MATERIALS PROVIDED —

■ ■ ■ ■

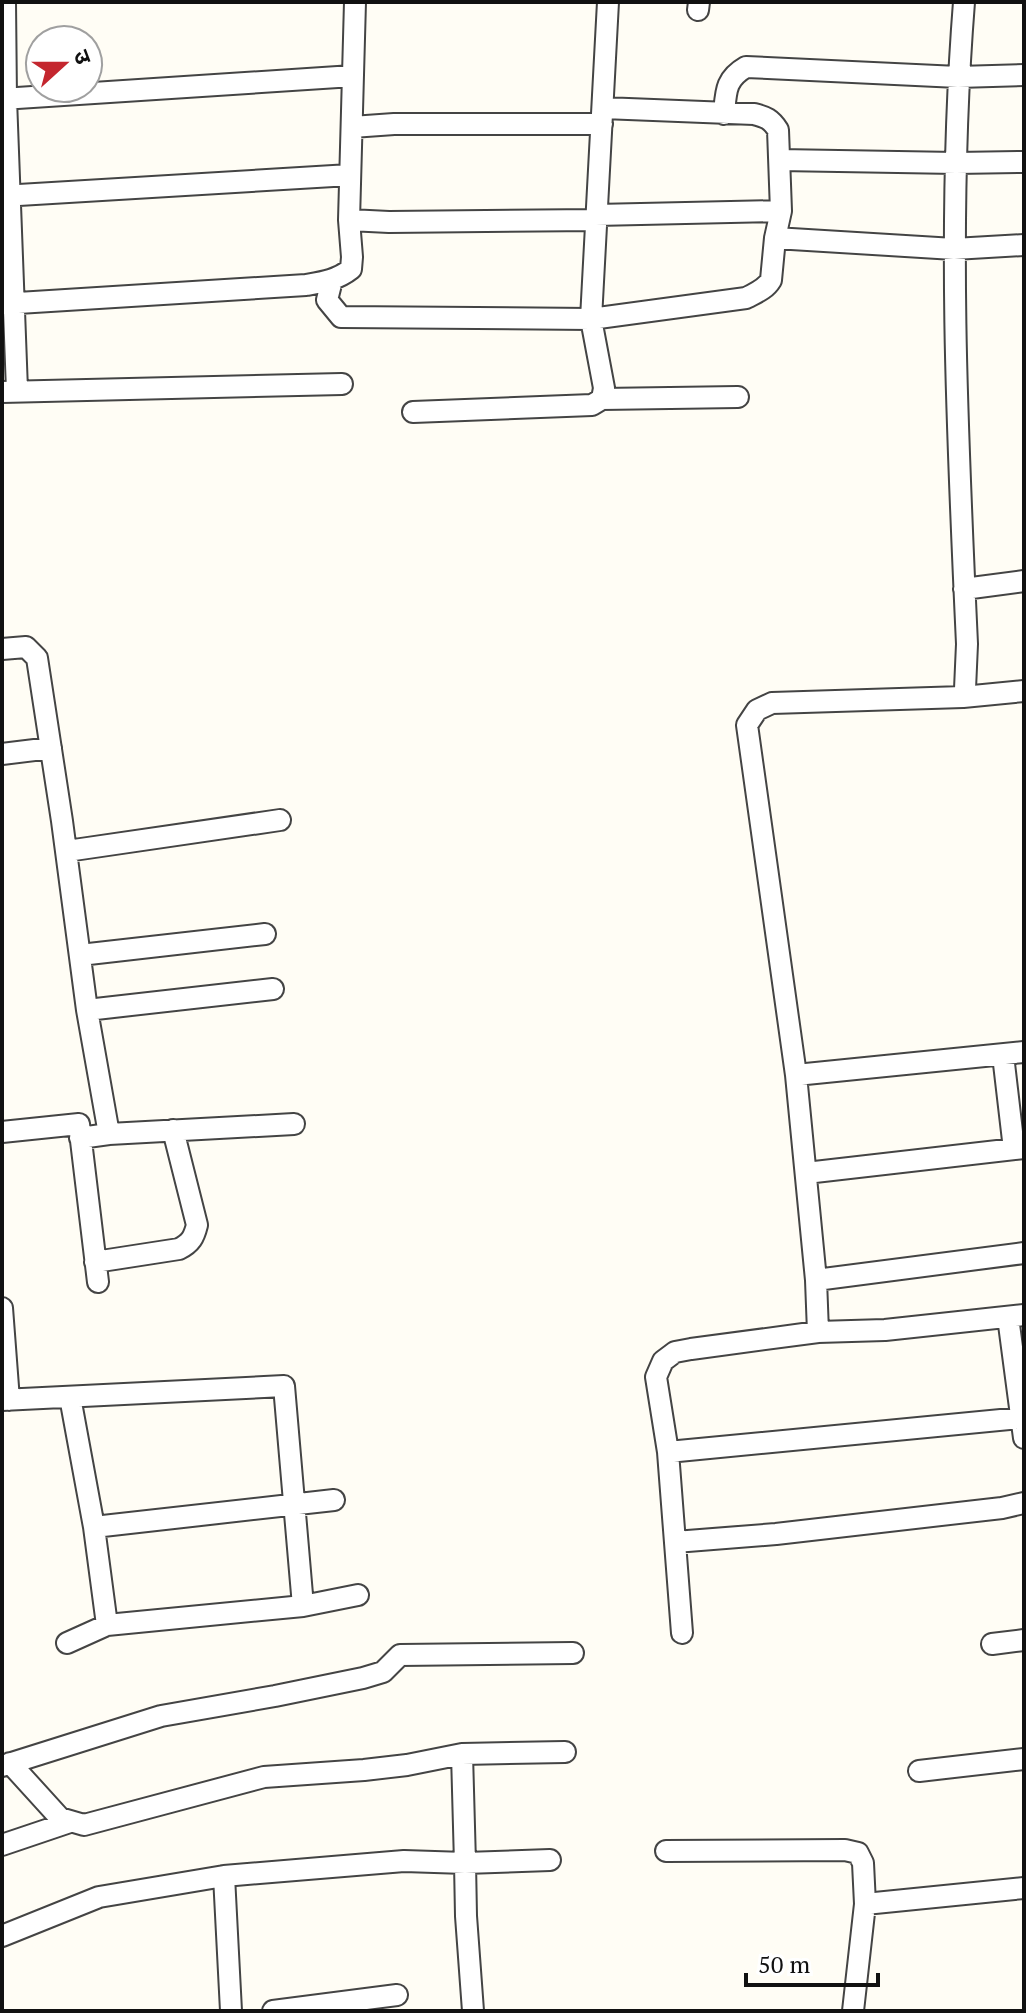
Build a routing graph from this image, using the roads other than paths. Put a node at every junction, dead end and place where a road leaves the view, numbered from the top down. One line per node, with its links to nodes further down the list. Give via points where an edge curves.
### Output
1 (5, 2): 8 (street)
2 (355, 2): 6 (street)
3 (608, 2): 10 (street)
4 (964, 2): 7 (street)
5 (1024, 75): 7 (street)
6 (353, 76): 8 (street); 11 (street)
7 (958, 77): 9 (street, via 746,67 727,86); 14 (street)
8 (4, 99): 16 (street)
9 (724, 114): 10 (street); 12 (street, via 754,114 773,122)
10 (602, 116): 11 (street); 18 (street)
11 (352, 127): 15 (street)
12 (780, 160): 14 (street); 17 (street)
13 (1024, 162): 14 (street)
14 (956, 163): 22 (street)
15 (350, 175): 16 (street); 19 (street)
16 (6, 196): 24 (street)
17 (781, 211): 18 (street); 20 (street)
18 (596, 217): 19 (street); 25 (street)
19 (349, 220): 23 (street, via 351,269)
20 (775, 238): 22 (street); 25 (street, via 771,280 746,298)
21 (1024, 245): 22 (street)
22 (954, 249): 32 (street)
23 (332, 280): 24 (street); 25 (street, via 327,300 341,317)
24 (8, 304): 27 (street)
25 (591, 319): 29 (street)
26 (342, 384): 27 (street)
27 (10, 391)
28 (738, 397): 29 (street)
29 (602, 399): 30 (street, via 580,407)
30 (413, 412)
31 (1024, 581): 32 (street)
32 (964, 589): 35 (street)
33 (2, 649): 36 (street, via 26,647 37,658)
34 (1024, 691): 35 (street)
35 (963, 697): 45 (street, via 772,703 757,710 747,725)
36 (51, 748): 37 (street); 39 (street)
37 (2, 754)
38 (280, 820): 39 (street)
39 (67, 851): 41 (street)
40 (265, 934): 41 (street)
41 (80, 955): 43 (street)
42 (273, 989): 43 (street)
43 (87, 1010): 49 (street)
44 (1014, 1054): 45 (street); 51 (street)
45 (796, 1075): 52 (street)
46 (294, 1124): 47 (street)
47 (173, 1130): 49 (street); 50 (street, via 197,1225 194,1237 179,1249 96,1272)
48 (2, 1132): 50 (street, via 79,1124)
49 (109, 1134): 50 (street)
50 (80, 1138)
51 (1019, 1149): 52 (street)
52 (806, 1173): 54 (street)
53 (1024, 1253): 54 (street)
54 (816, 1280): 57 (street)
55 (2, 1308): 59 (street)
56 (1016, 1316): 57 (street); 60 (street)
57 (818, 1332): 61 (street, via 691,1349 663,1361 656,1377)
58 (70, 1397): 59 (street); 64 (street, via 284,1386); 65 (street)
59 (6, 1400)
60 (1023, 1428): 61 (street)
61 (668, 1452): 66 (street)
62 (334, 1500): 64 (street)
63 (1024, 1503): 66 (street)
64 (295, 1505): 65 (street); 68 (street)
65 (94, 1527): 69 (street)
66 (675, 1542): 70 (street)
67 (358, 1595): 68 (street)
68 (303, 1606): 69 (street)
69 (107, 1625): 72 (street)
70 (682, 1633)
71 (1024, 1640): 73 (street)
72 (67, 1643)
73 (992, 1644)
74 (573, 1653): 78 (street, via 400,1655 383,1672 363,1678 161,1716)
75 (565, 1752): 76 (street)
76 (462, 1754): 80 (street, via 364,1770 264,1777 100,1822); 84 (street)
77 (1024, 1759): 79 (street)
78 (6, 1764): 80 (street)
79 (919, 1771)
80 (70, 1822): 81 (street)
81 (2, 1845)
82 (666, 1851): 87 (street, via 858,1853)
83 (550, 1860): 84 (street)
84 (465, 1863): 85 (street, via 404,1861); 92 (street)
85 (224, 1876): 88 (street, via 99,1897); 90 (street)
86 (1024, 1888): 87 (street)
87 (865, 1904): 93 (street)
88 (2, 1936)
89 (397, 1995): 91 (street)
90 (231, 2011)
91 (273, 2011)
92 (473, 2011)
93 (853, 2011)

■ ■ ■ ■

EXERCISE — Before copying the data, remove the pictures. Then repeat the rest exactly.

WRITTEN SOLUTION —
Build a routing graph from this image, using the roads other than paths. Put a node at every junction, dead end and place where a road leaves the view, numbered from the top down. One line per node, with its links to nodes further down the list. Give via points where an edge curves.
### Output
1 (5, 2): 8 (street)
2 (355, 2): 6 (street)
3 (608, 2): 10 (street)
4 (964, 2): 7 (street)
5 (1024, 75): 7 (street)
6 (353, 76): 8 (street); 11 (street)
7 (958, 77): 9 (street, via 746,67 727,86); 14 (street)
8 (4, 99): 16 (street)
9 (724, 114): 10 (street); 12 (street, via 754,114 773,122)
10 (602, 116): 11 (street); 18 (street)
11 (352, 127): 15 (street)
12 (780, 160): 14 (street); 17 (street)
13 (1024, 162): 14 (street)
14 (956, 163): 22 (street)
15 (350, 175): 16 (street); 19 (street)
16 (6, 196): 24 (street)
17 (781, 211): 18 (street); 20 (street)
18 (596, 217): 19 (street); 25 (street)
19 (349, 220): 23 (street, via 351,269)
20 (775, 238): 22 (street); 25 (street, via 771,280 746,298)
21 (1024, 245): 22 (street)
22 (954, 249): 32 (street)
23 (332, 280): 24 (street); 25 (street, via 327,300 341,317)
24 (8, 304): 27 (street)
25 (591, 319): 29 (street)
26 (342, 384): 27 (street)
27 (10, 391)
28 (738, 397): 29 (street)
29 (602, 399): 30 (street, via 580,407)
30 (413, 412)
31 (1024, 581): 32 (street)
32 (964, 589): 35 (street)
33 (2, 649): 36 (street, via 26,647 37,658)
34 (1024, 691): 35 (street)
35 (963, 697): 45 (street, via 772,703 757,710 747,725)
36 (51, 748): 37 (street); 39 (street)
37 (2, 754)
38 (280, 820): 39 (street)
39 (67, 851): 41 (street)
40 (265, 934): 41 (street)
41 (80, 955): 43 (street)
42 (273, 989): 43 (street)
43 (87, 1010): 49 (street)
44 (1014, 1054): 45 (street); 51 (street)
45 (796, 1075): 52 (street)
46 (294, 1124): 47 (street)
47 (173, 1130): 49 (street); 50 (street, via 197,1225 194,1237 179,1249 96,1272)
48 (2, 1132): 50 (street, via 79,1124)
49 (109, 1134): 50 (street)
50 (80, 1138)
51 (1019, 1149): 52 (street)
52 (806, 1173): 54 (street)
53 (1024, 1253): 54 (street)
54 (816, 1280): 57 (street)
55 (2, 1308): 59 (street)
56 (1016, 1316): 57 (street); 60 (street)
57 (818, 1332): 61 (street, via 691,1349 663,1361 656,1377)
58 (70, 1397): 59 (street); 64 (street, via 284,1386); 65 (street)
59 (6, 1400)
60 (1023, 1428): 61 (street)
61 (668, 1452): 66 (street)
62 (334, 1500): 64 (street)
63 (1024, 1503): 66 (street)
64 (295, 1505): 65 (street); 68 (street)
65 (94, 1527): 69 (street)
66 (675, 1542): 70 (street)
67 (358, 1595): 68 (street)
68 (303, 1606): 69 (street)
69 (107, 1625): 72 (street)
70 (682, 1633)
71 (1024, 1640): 73 (street)
72 (67, 1643)
73 (992, 1644)
74 (573, 1653): 78 (street, via 400,1655 383,1672 363,1678 161,1716)
75 (565, 1752): 76 (street)
76 (462, 1754): 80 (street, via 364,1770 264,1777 100,1822); 84 (street)
77 (1024, 1759): 79 (street)
78 (6, 1764): 80 (street)
79 (919, 1771)
80 (70, 1822): 81 (street)
81 (2, 1845)
82 (666, 1851): 87 (street, via 858,1853)
83 (550, 1860): 84 (street)
84 (465, 1863): 85 (street, via 404,1861); 92 (street)
85 (224, 1876): 88 (street, via 99,1897); 90 (street)
86 (1024, 1888): 87 (street)
87 (865, 1904): 93 (street)
88 (2, 1936)
89 (397, 1995): 91 (street)
90 (231, 2011)
91 (273, 2011)
92 (473, 2011)
93 (853, 2011)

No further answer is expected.